> **Records supplied**:
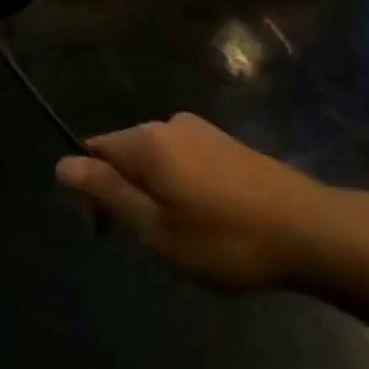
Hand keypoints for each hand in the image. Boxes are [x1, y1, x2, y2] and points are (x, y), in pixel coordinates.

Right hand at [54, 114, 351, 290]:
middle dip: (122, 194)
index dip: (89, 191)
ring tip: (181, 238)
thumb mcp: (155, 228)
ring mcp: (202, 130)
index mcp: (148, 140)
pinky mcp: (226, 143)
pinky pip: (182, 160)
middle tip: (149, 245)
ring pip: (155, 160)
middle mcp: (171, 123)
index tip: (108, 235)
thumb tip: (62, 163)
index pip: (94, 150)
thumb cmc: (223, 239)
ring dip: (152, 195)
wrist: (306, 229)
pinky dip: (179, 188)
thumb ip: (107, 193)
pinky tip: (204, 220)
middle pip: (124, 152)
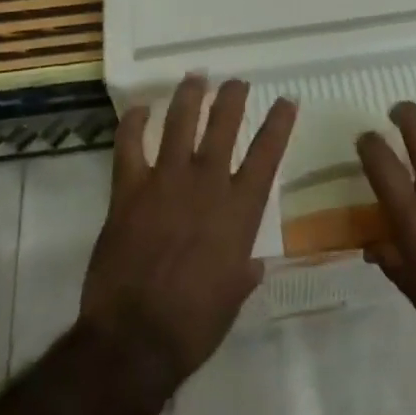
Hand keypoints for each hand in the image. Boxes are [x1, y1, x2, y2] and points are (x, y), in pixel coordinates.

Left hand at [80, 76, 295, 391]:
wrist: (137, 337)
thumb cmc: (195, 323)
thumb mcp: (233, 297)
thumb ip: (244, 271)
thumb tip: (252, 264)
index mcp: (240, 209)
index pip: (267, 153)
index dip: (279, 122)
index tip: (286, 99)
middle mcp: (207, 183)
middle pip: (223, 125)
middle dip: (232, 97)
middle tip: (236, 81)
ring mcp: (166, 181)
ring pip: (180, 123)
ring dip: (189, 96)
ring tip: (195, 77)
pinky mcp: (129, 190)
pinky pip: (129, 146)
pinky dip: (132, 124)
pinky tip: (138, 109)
* * *
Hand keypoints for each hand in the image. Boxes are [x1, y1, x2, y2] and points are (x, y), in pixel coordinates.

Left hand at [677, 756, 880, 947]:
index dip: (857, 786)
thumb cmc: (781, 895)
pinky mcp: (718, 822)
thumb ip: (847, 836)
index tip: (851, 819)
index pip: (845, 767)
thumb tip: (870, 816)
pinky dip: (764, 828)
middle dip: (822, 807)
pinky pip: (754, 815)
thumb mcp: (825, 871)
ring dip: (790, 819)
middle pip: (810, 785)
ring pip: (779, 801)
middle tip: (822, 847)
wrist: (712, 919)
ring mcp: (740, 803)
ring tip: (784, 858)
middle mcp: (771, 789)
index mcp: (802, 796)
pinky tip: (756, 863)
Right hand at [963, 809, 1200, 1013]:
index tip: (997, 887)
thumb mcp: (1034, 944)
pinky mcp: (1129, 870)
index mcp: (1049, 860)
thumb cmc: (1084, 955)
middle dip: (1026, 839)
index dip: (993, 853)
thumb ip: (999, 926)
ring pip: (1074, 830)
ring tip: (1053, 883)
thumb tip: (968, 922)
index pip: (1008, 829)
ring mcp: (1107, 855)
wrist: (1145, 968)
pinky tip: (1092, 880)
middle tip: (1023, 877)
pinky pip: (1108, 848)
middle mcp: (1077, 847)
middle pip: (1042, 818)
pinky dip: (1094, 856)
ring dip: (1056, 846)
==
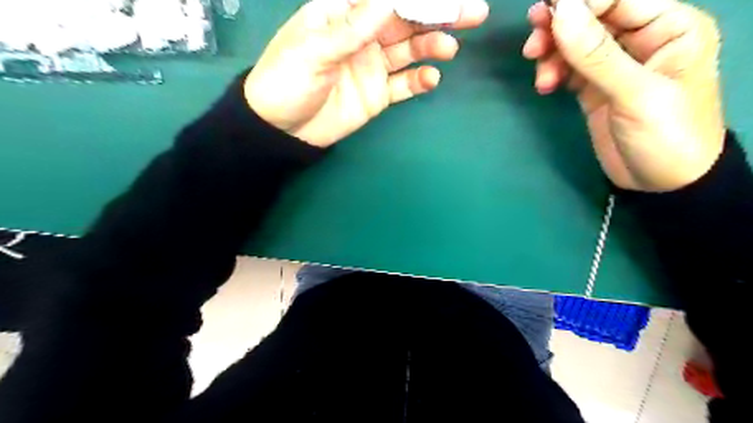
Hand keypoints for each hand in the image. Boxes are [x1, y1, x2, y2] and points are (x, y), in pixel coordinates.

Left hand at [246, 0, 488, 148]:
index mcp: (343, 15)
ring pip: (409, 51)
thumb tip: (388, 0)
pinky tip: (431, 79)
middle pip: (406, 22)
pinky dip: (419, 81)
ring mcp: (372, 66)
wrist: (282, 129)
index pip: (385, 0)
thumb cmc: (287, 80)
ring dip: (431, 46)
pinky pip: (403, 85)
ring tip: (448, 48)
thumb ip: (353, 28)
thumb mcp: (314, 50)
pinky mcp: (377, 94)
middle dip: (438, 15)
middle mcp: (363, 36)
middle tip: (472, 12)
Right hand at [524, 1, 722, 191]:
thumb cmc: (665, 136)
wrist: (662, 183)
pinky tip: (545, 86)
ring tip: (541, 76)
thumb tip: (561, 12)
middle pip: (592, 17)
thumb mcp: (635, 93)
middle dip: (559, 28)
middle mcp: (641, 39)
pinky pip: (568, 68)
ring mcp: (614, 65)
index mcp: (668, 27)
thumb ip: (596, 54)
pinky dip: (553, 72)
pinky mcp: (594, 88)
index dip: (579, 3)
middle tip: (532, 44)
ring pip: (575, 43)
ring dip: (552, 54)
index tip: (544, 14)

> **Problem requirements**: Print again the lines of the entries above that fall between the line holding "index mcp: (802, 796)" and the line holding "ring dip: (1056, 846)", inclusive, exactly as they stand.

> **Exercise response**:
index mcp: (802, 796)
pinky tip: (756, 863)
Right hand at [963, 809, 1200, 1013]:
index tip: (997, 887)
thumb mcp: (1034, 944)
pinky mcp: (1129, 870)
index mcp: (1049, 860)
thumb cmc: (1084, 955)
middle dip: (1026, 839)
index dip: (993, 853)
thumb ip: (999, 926)
ring pip: (1074, 830)
ring tip: (1053, 883)
thumb tip: (968, 922)
index pip: (1008, 829)
ring mcp: (1107, 855)
wrist: (1145, 968)
pinky tip: (1092, 880)
middle tip: (1023, 877)
pinky pip: (1108, 848)
middle mcp: (1077, 847)
middle pip: (1042, 818)
pinky dip: (1094, 856)
ring dip: (1056, 846)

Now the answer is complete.